The Advantages of Using CoreLogic CBSA Level HPI Stress-Testing Scenarios
The Federal Reserve’s Comprehensive Capital Analysis and Review program provides Home Price Index (HPI) stress-testing scenarios at the national level but does not include testing at the local metropolitan level. This approach lacks consideration of the substantial heterogeneity of home price cycles at more disaggregate geographic levels. To address this concern, CoreLogic has created HPI stress-testing scenarios at the Core Based Statistical Area (CBSA) level by combining historical home price index values with CoreLogic standard HPI forecasts to disaggregate the Federal Reserve’s national-level stress scenarios.1
CoreLogic applies the CBSA-level HPI forecast stress-testing scenarios to the CoreLogic RiskModel Agency using Freddie Mac 2006 origination data. As referenced in the previous related blog2: A Closer Look at Freddie’s Single-Family Loan-Level Dataset; Freddie Mac has released its fixed-rate loan performance data (originations from 1999 to 2016) to the public3. To see the advantage of using the CBSA-level over national-level HPI stress-testing scenarios, we take California as an example and simulate forecasts for the three-year period from 2016 to 2018. We use Freddie’s 2006 origination sample because it has the most active loans, about 7,000 active Freddie Mac California accounts, and covers the bubble-burst and recovery periods. The California state baseline scenario forecasts 6 percent average annual home price appreciation over the three-year scenario horizon compared to a 3 percent increase for the Federal Reserve’s national baseline. In the adverse scenario, California home prices fall by 18 percent (compared to a U.S. 12 percent drop) before starting to recover. California home prices drop by 33 percent (compared to a U.S. 25 percent drop) in the severely adverse scenario. These CBSA HPI forecast scenarios are fully consistent with the Federal Reserve’s 2017 national HPI scenarios.

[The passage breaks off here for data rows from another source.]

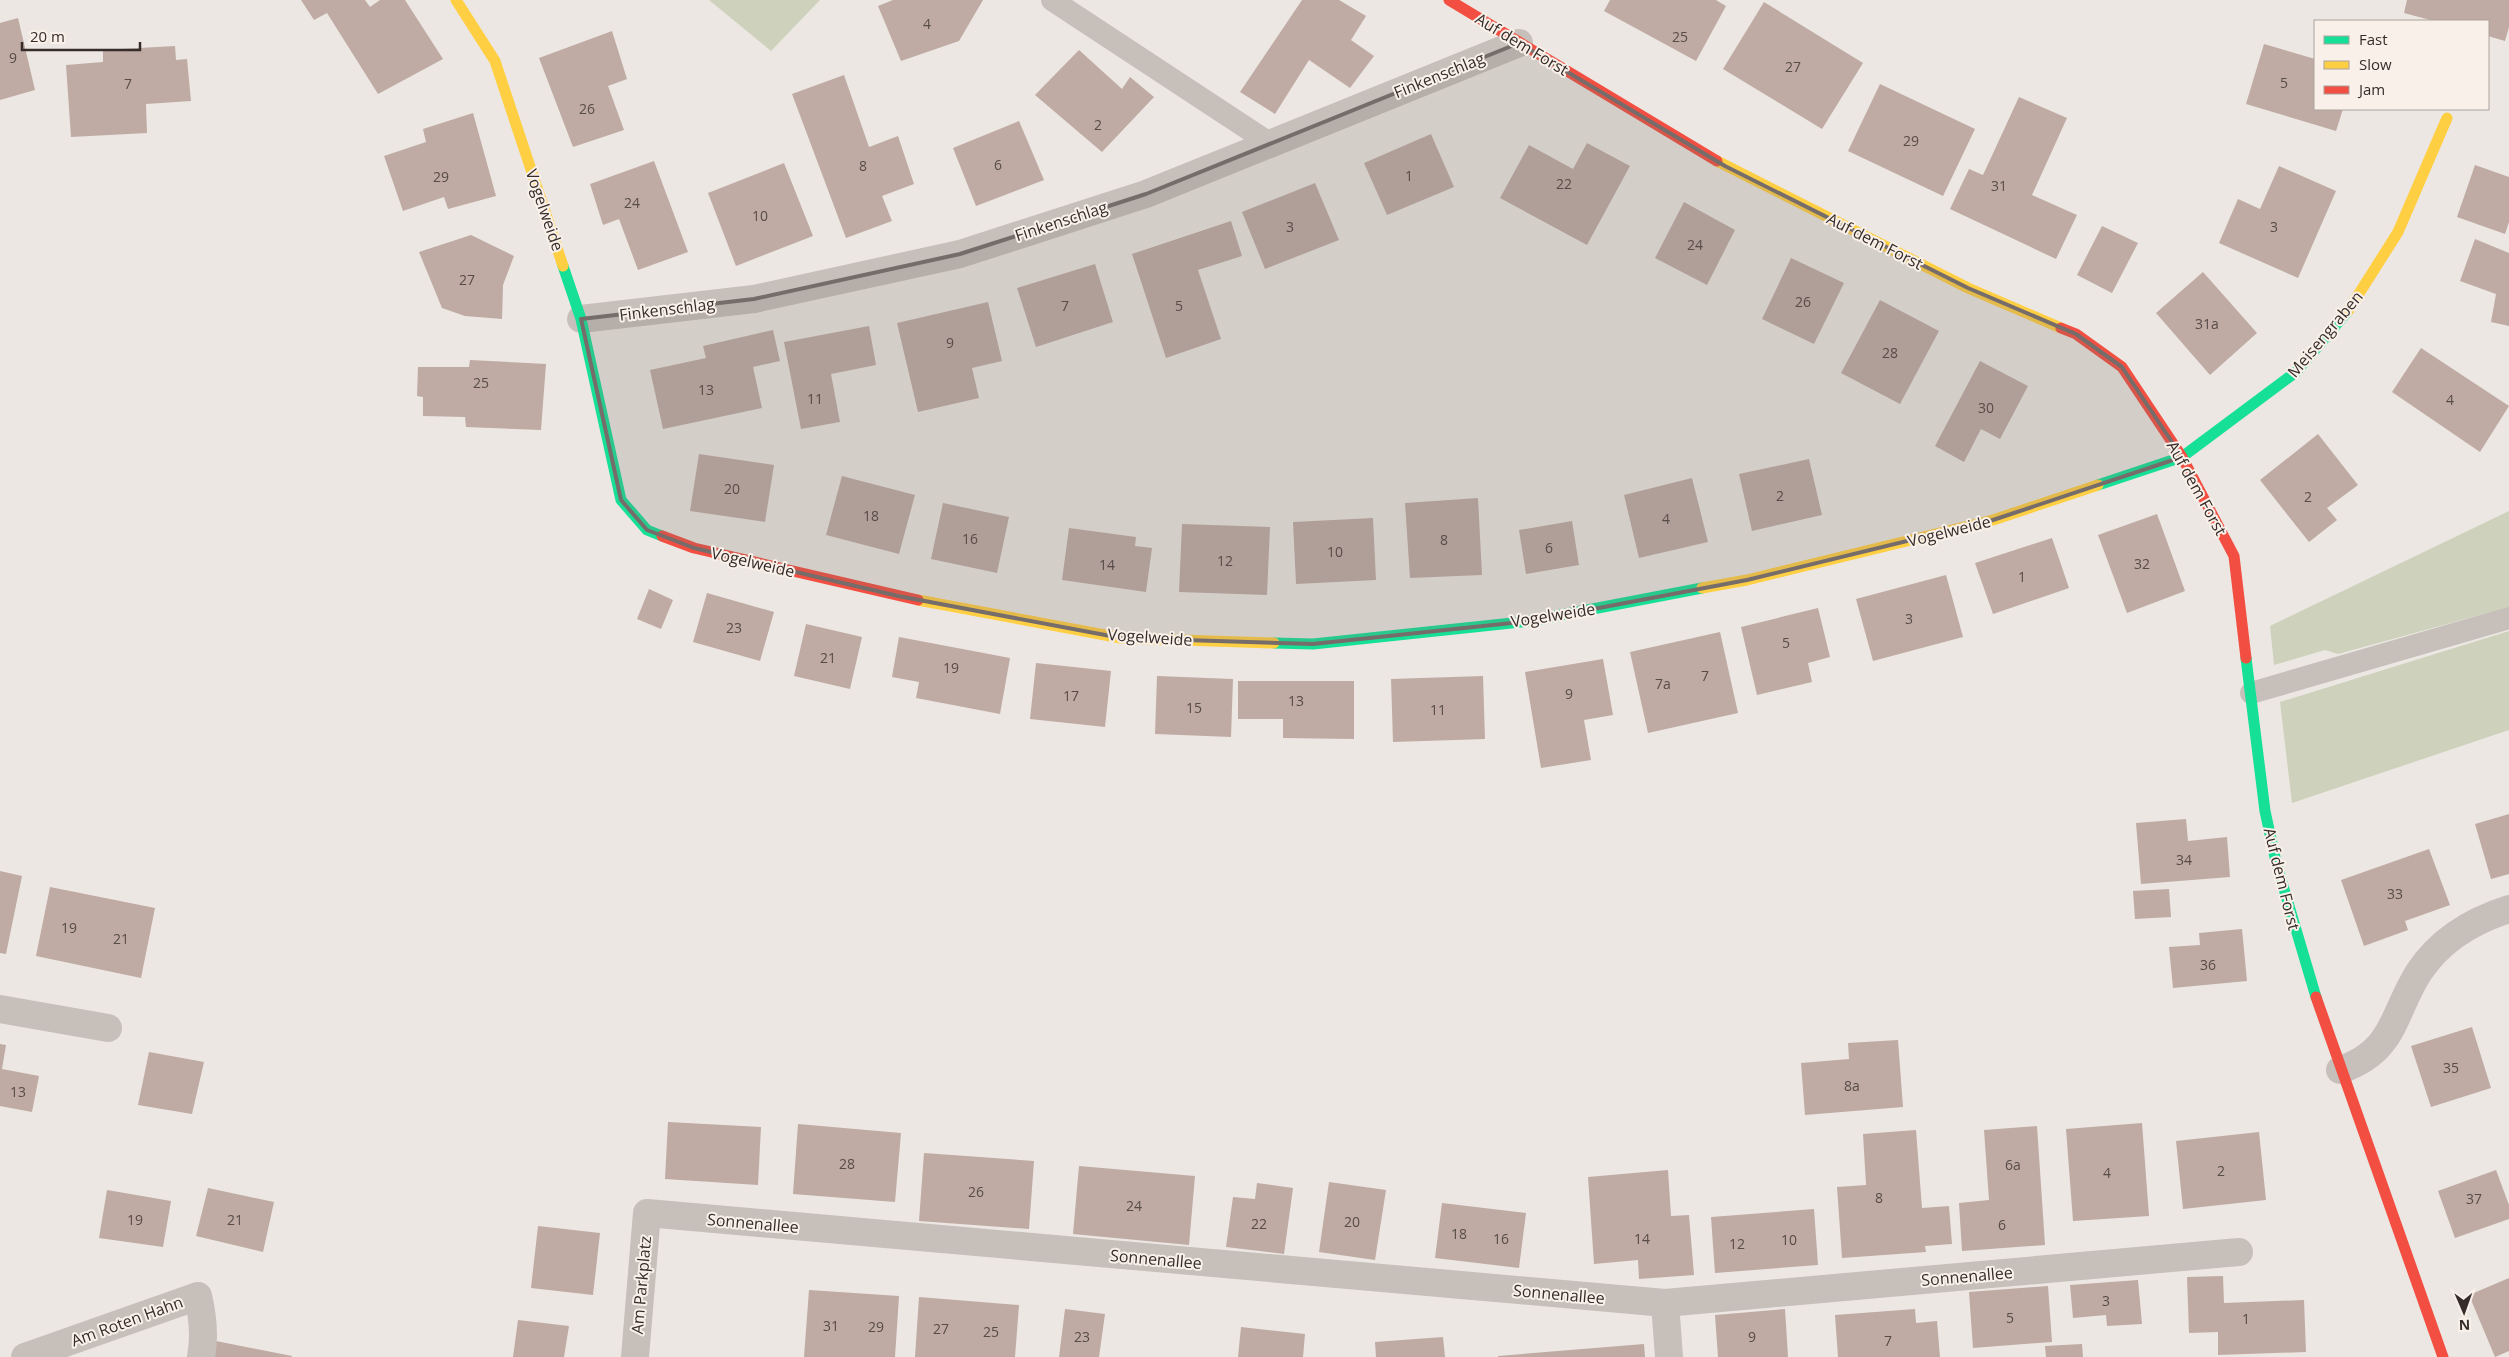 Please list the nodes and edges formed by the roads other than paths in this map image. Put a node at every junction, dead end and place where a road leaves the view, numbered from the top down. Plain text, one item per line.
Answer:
1 (456, 0) edge
2 (1052, 0) edge
3 (1449, 0) edge
4 (1518, 43) junction
5 (2447, 118) dead end
6 (1270, 144) junction
7 (581, 319) junction
8 (2182, 457) junction
9 (2509, 618) edge
10 (2251, 694) junction
11 (2509, 909) edge
12 (0, 1009) edge
13 (108, 1028) dead end
14 (2340, 1070) junction
15 (647, 1213) joint
16 (2239, 1252) dead end
17 (1665, 1302) junction
18 (25, 1357) edge
19 (201, 1357) edge
20 (635, 1357) edge
21 (1669, 1357) edge
22 (2443, 1357) edge

1 - 7 street, Vogelweide
2 - 6 lane
3 - 4 street, Auf dem Forst
4 - 6 street, Finkenschlag
4 - 8 street, Auf dem Forst
5 - 8 street, Meisengraben
6 - 7 street, Finkenschlag
7 - 8 street, Vogelweide
8 - 10 street, Auf dem Forst
9 - 10 lane
10 - 14 street, Auf dem Forst
11 - 14 street
12 - 13 street
14 - 22 street, Auf dem Forst
15 - 17 street, Sonnenallee
15 - 20 street, Am Parkplatz
16 - 17 street, Sonnenallee
17 - 21 street
18 - 19 street, Am Roten Hahn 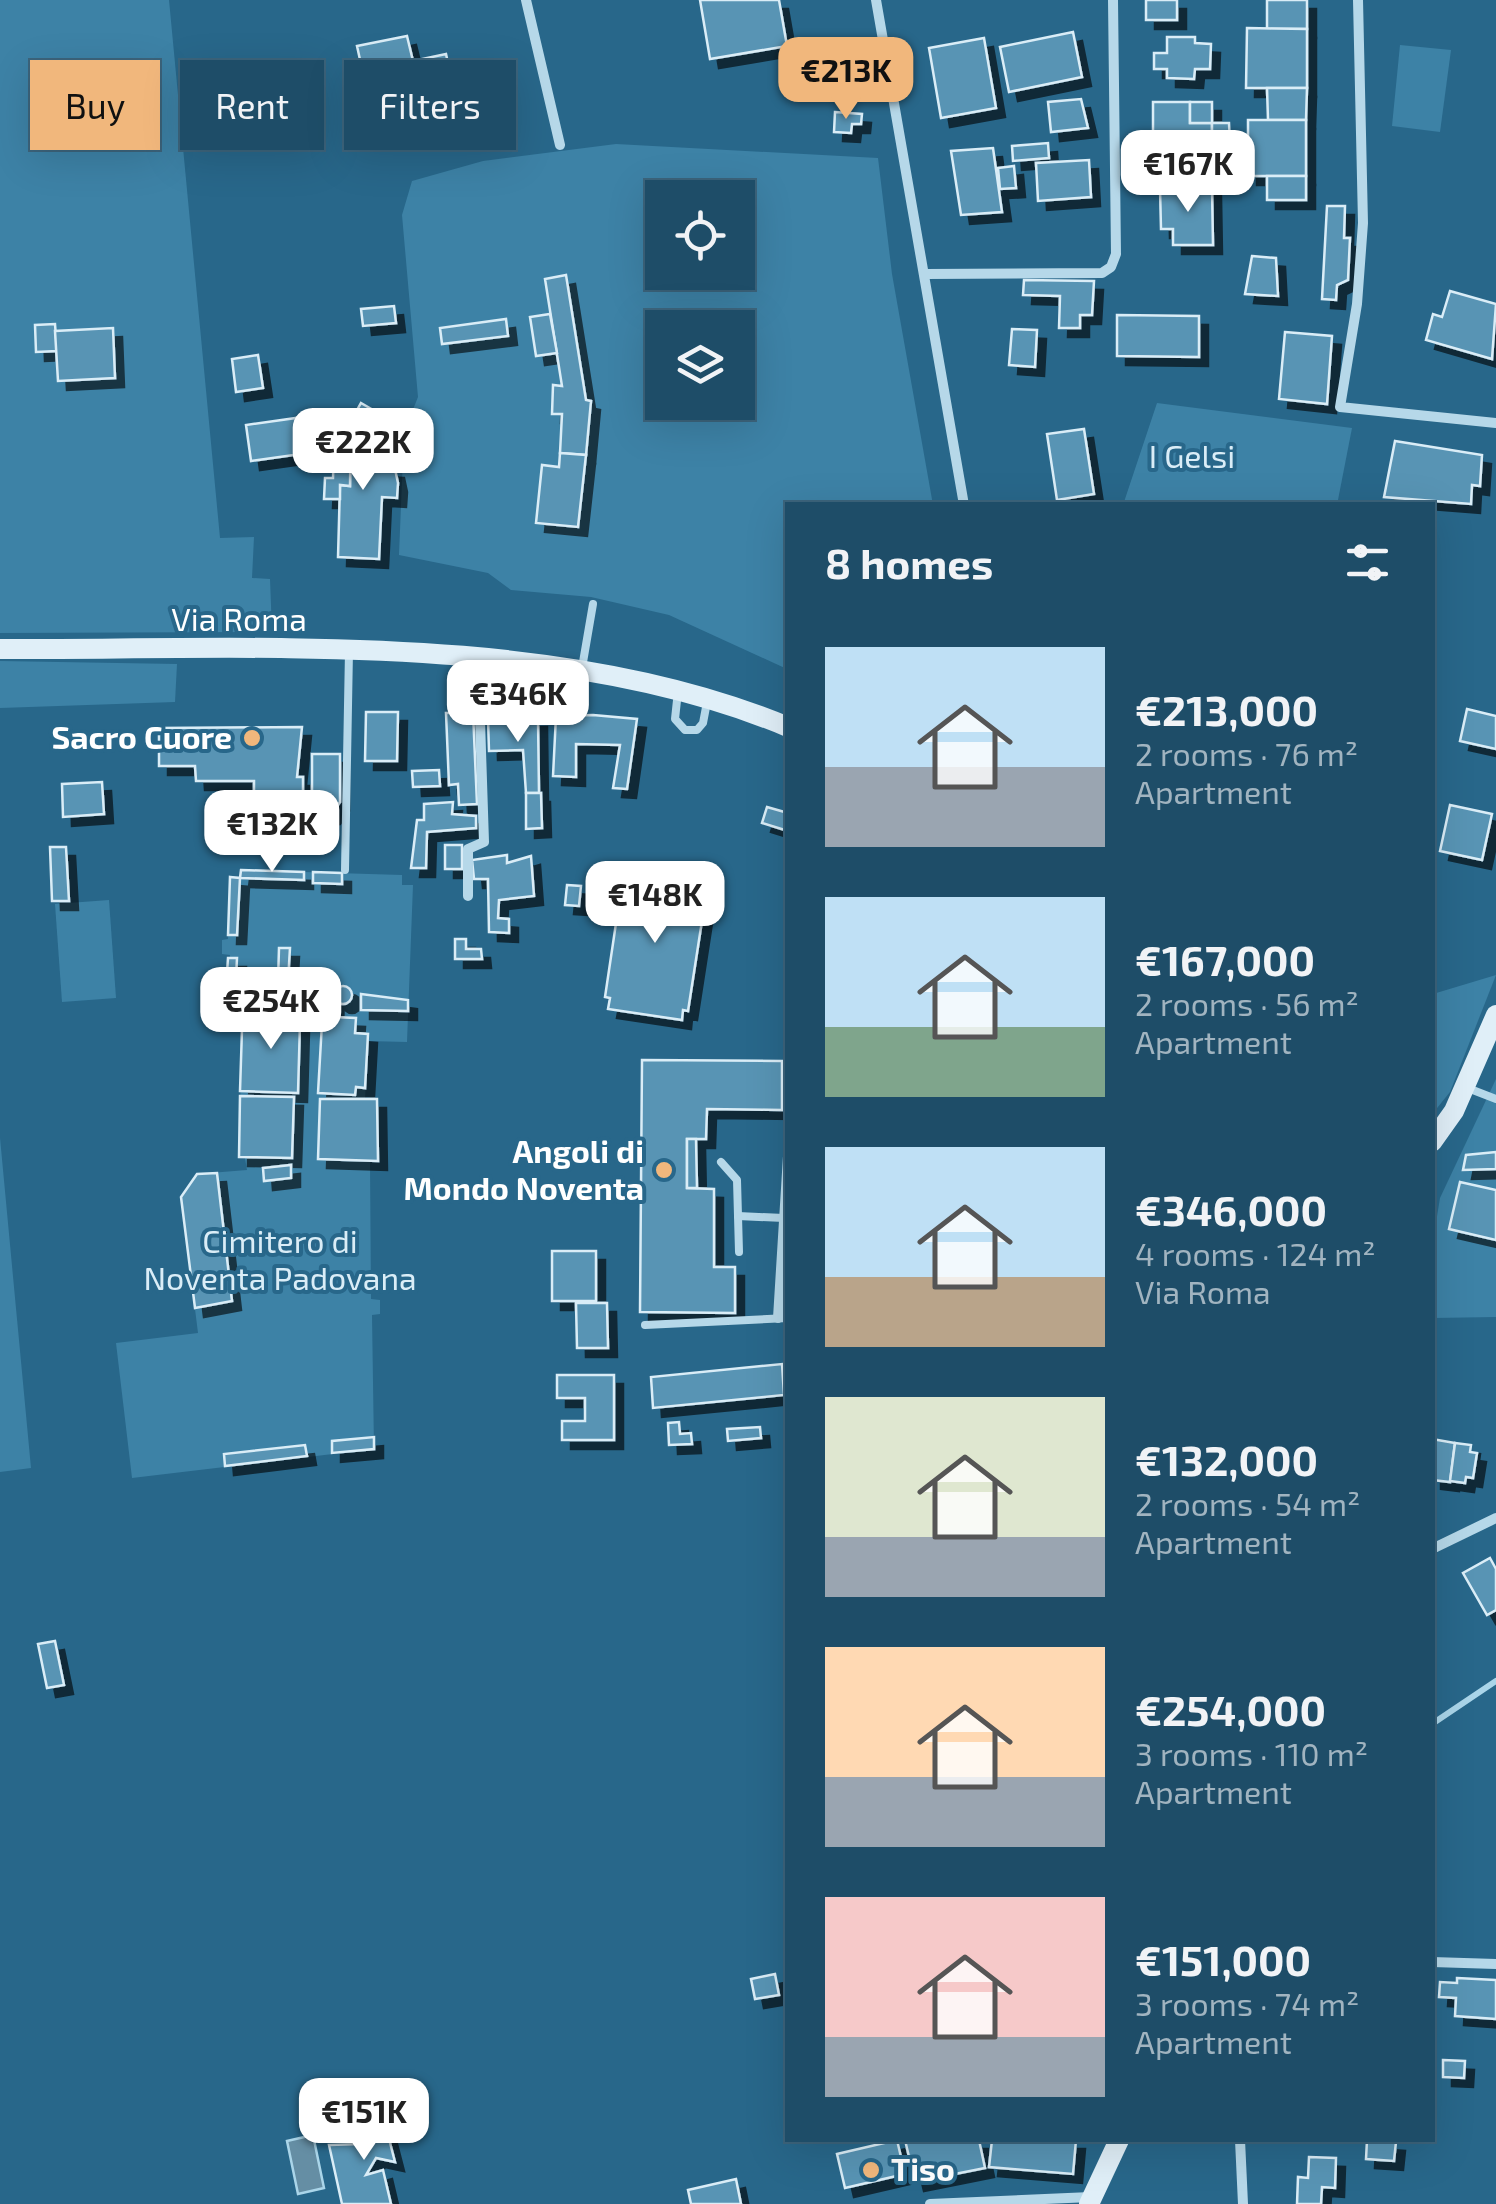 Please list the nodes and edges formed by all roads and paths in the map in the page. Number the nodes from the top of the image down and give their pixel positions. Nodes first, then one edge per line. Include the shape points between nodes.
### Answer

Figure 1 shows the conditional default rate (CDR) from the stress test forecasting over this sample. At the base scenario (blue group), the stress testing based on national and CBSA-level HPI forecasts shows low and similar default rates. As we move on to the adverse scenario (orange group), the test based on the CBSA-level HPI scenarios (orange, solid line) correctly predicts higher default rates than those at the national level (orange, dotted line). When it comes to the worst-case scenario (green group), we see an even larger gap between the two default rates. In particular, the test conducted at the more disaggregate CBSA level (green, solid line) yields substantially higher default rates than its counterpart at the national level (green, dotted line), implying a much bigger concern for California when hit by a severe crisis.
Figure 2 shows the conditional prepayment rate (CPR) over the same sample. Since our CBSA-level stress scenarios are based on predictions of home price index rather than interest rates, which are the most important driver of prepayments, the differences in prepayment rates from the different scenarios are subtle. Yet, for both adverse scenarios (orange and green groups), the stress test conducted at the CBSA level (solid line) predicts lower prepayment rates than those at the national level (dotted line). These differences are clearly visible at the one- and two-year ahead forecasts.
Using the stress testing at the more granular CBSA level can help banks, businesses, investors and policy makers customize their own portfolios and efficiently address their regulatory concerns.
Ling Chen contributed to this analysis.
© 2017 CoreLogic, Inc. All rights reserved.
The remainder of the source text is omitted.